Identify Equation Types: Identify the type of the equations given. $\newline$ The first equation $y = x - 2$ is a linear equation, and the second equation $x^2 + y^2 = 52$ is a circle with radius $\sqrt{52}$ centered at the origin.
Substitute $y$ Expression: Substitute the expression for $y$ from the first equation into the second equation. $\newline$ By substituting $y = x - 2$ into $x^2 + y^2 = 52$ , we get $x^2 + (x - 2)^2 = 52$ .
Expand and Simplify: Expand and simplify the equation. $\newline$ Expanding $(x - 2)^2$ gives $x^2 - 4x + 4$ , so the equation becomes $x^2 + x^2 - 4x + 4 = 52$ .
Combine Terms and Solve: Combine like terms and solve for $x$ . Combining $x^2$ terms gives $2x^2 - 4x + 4 = 52$ . Subtract $52$ from both sides to get $2x^2 - 4x - 48 = 0$ .
Divide and Simplify: Divide the entire equation by $2$ to simplify. $\newline$ Dividing by $2$ gives $x^2 - 2x - 24 = 0$ .
Factor Quadratic Equation: Factor the quadratic equation. $\newline$ The equation factors to $(x - 6)(x + 4) = 0$ .
Find x Values: Find the values of x. Setting each factor equal to zero gives us $x - 6 = 0$ or $x + 4 = 0$ , so $x = 6$ or $x = -4$ .
Substitute for $y$ : Substitute the values of $x$ back into the first equation to find the corresponding $y$ values. $\newline$ For $x = 6$ , $y = 6 - 2 = 4$ . For $x = -4$ , $y = -4 - 2 = -6$ .

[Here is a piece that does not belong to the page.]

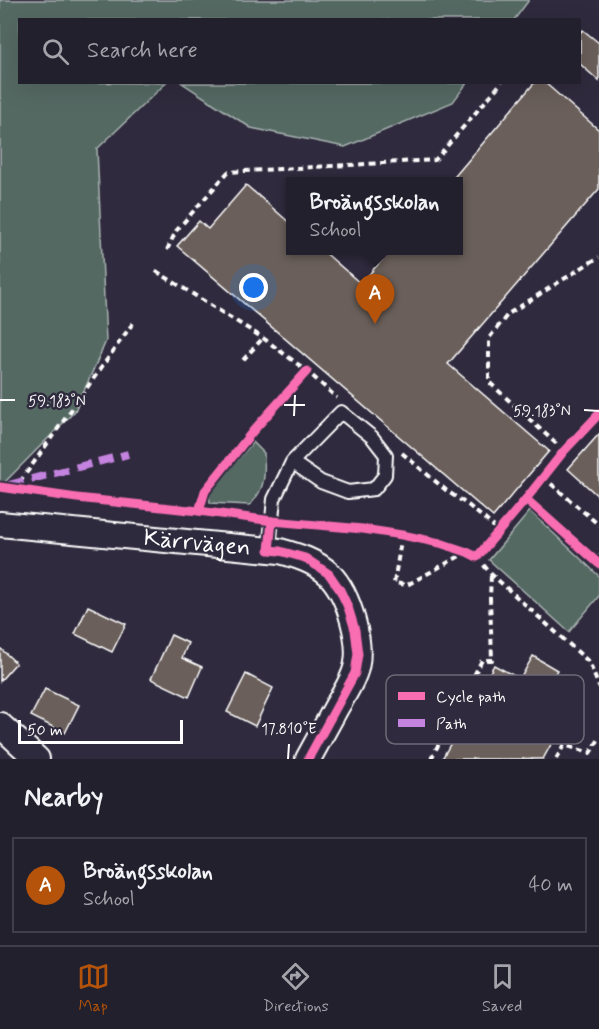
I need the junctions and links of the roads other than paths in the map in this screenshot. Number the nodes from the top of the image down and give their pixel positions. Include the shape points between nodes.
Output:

Check Solutions: Check both pairs $(x, y)$ in the second equation to ensure they satisfy it. $\newline$ For $(6, 4)$ , we check $6^2 + 4^2 = 52$ , which simplifies to $36 + 16 = 52$ , which is true. $\newline$ For $(-4, -6)$ , we check $(-4)^2 + (-6)^2 = 52$ , which simplifies to $16 + 36 = 52$ , which is also true.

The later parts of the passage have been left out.